Work required: Your answer should show every line of the material below that includes "links".

Data for the task:
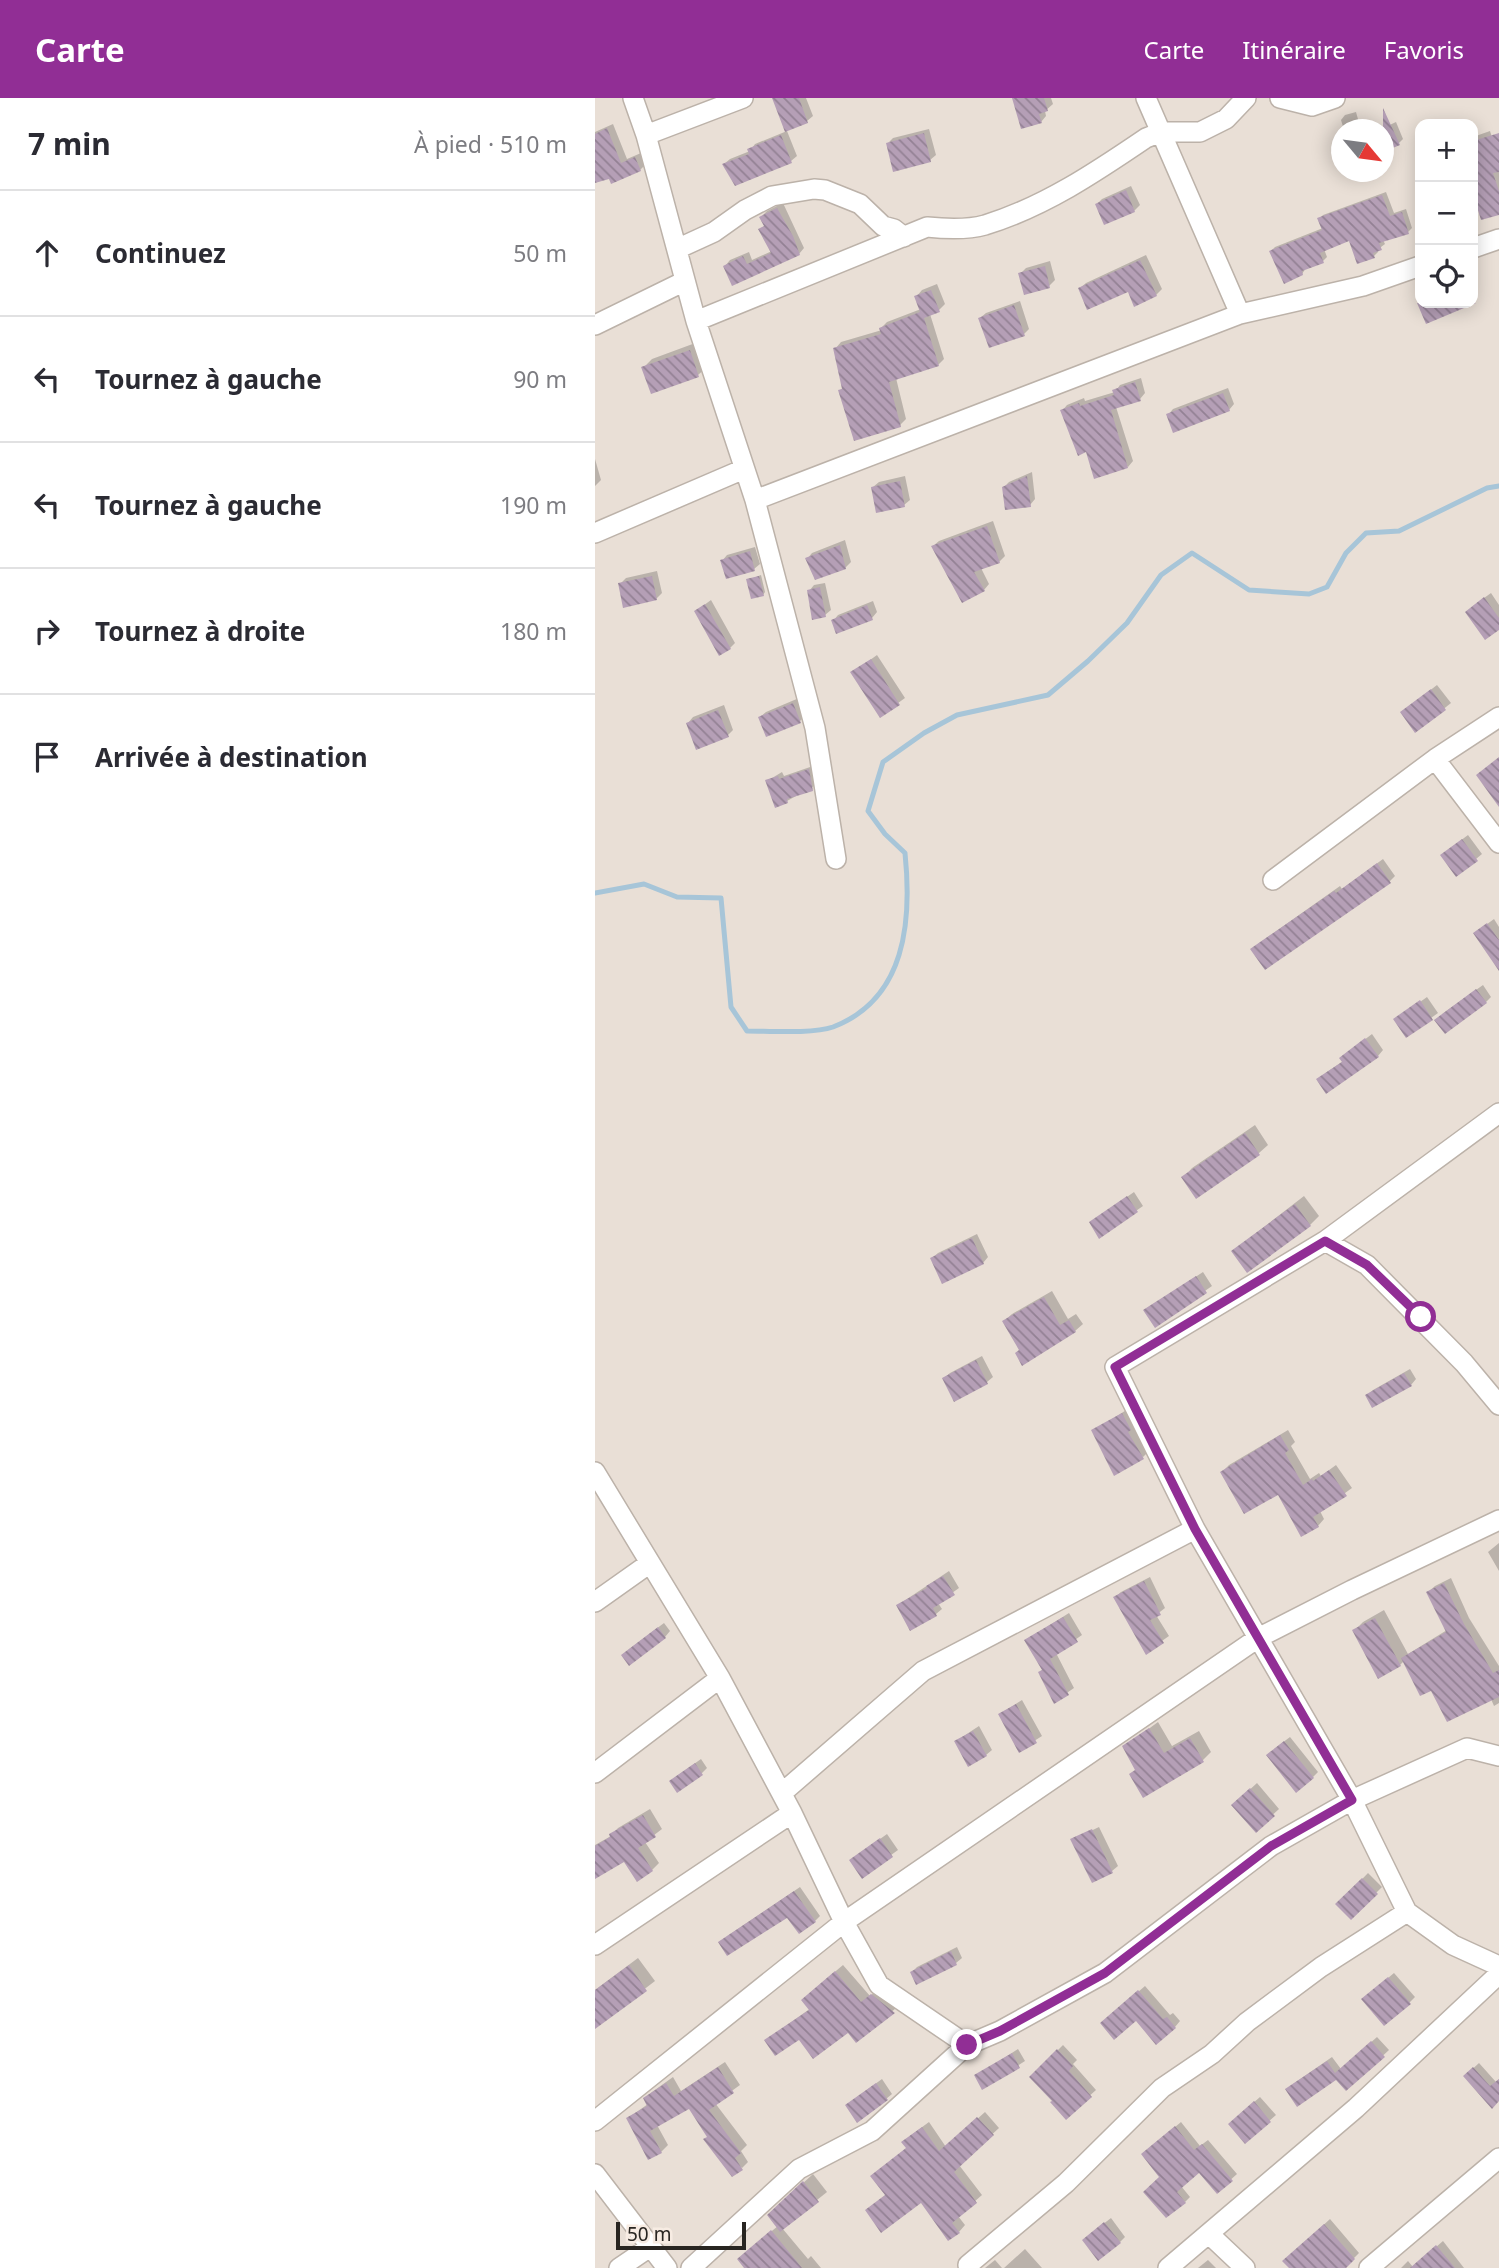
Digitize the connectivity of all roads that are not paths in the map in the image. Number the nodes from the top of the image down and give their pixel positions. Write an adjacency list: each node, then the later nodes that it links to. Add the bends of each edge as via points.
* * *
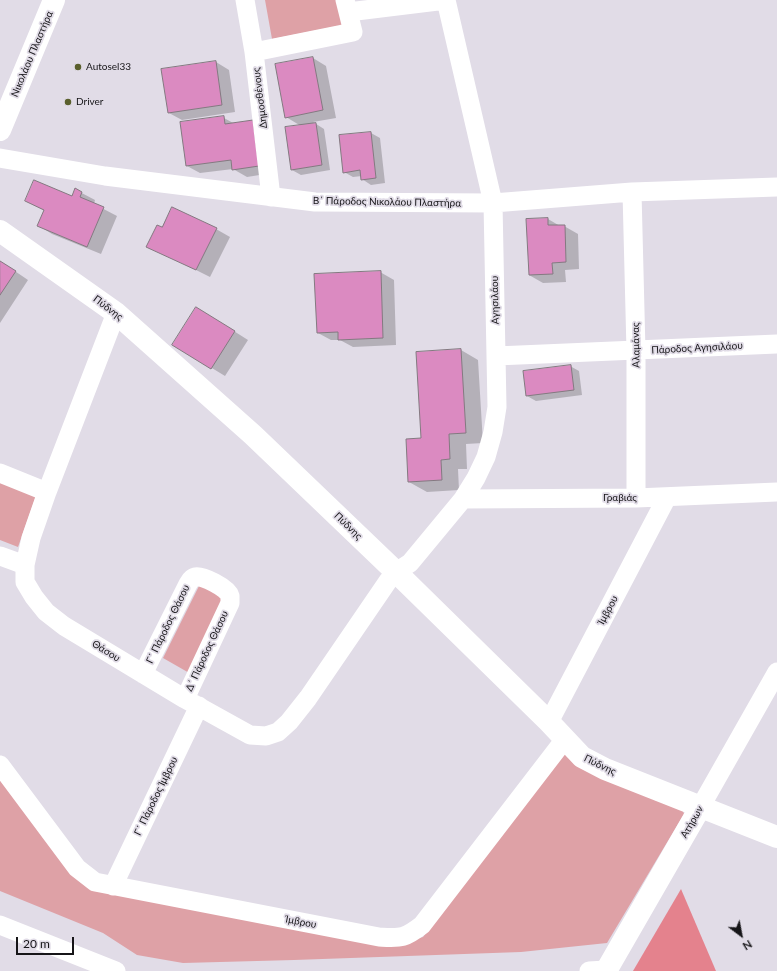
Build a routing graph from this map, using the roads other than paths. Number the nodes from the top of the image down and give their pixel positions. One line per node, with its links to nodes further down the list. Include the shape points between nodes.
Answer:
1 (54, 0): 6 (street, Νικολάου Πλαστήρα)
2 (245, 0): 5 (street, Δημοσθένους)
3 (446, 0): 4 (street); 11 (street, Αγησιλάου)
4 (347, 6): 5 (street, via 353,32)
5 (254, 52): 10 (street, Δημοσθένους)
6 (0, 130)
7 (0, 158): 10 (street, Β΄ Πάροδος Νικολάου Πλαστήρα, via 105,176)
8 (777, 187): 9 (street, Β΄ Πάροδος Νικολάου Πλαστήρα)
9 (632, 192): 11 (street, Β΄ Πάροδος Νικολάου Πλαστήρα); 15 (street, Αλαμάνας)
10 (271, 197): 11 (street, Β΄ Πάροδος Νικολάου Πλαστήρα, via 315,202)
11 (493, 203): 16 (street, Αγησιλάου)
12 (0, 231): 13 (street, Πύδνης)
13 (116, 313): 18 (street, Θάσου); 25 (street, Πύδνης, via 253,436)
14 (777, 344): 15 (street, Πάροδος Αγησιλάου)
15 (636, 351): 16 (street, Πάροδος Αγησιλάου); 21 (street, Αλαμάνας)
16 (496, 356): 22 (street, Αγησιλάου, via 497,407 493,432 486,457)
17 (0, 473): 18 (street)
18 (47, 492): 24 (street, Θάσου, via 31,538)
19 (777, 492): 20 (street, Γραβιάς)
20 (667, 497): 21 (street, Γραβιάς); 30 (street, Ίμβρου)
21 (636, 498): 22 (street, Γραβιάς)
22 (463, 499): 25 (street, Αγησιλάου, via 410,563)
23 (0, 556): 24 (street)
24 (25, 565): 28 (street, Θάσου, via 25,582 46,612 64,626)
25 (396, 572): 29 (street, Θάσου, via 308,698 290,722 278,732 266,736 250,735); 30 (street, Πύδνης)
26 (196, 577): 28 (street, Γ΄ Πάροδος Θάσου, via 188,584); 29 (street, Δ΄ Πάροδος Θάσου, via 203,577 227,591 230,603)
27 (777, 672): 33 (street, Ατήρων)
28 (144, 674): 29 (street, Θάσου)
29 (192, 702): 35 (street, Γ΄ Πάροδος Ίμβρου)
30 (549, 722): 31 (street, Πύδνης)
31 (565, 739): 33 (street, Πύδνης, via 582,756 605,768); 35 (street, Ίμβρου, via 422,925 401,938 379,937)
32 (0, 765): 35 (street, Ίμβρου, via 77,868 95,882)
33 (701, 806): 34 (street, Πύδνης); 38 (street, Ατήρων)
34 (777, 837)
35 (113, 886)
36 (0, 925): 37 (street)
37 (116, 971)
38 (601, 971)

Your solution:
Digitize the connectivity of all roads that are not paths in the map in the image. Number the nodes from the top of the image down and give their pixel positions. Write an adjacency list: each node, then the later nodes that it links to. Add the bends of each edge as via points.
Build a routing graph from this map, using the roads other than paths. Number the nodes from the top of the image down and give their pixel positions. One line per node, with its links to nodes further down the list. Include the shape points between nodes.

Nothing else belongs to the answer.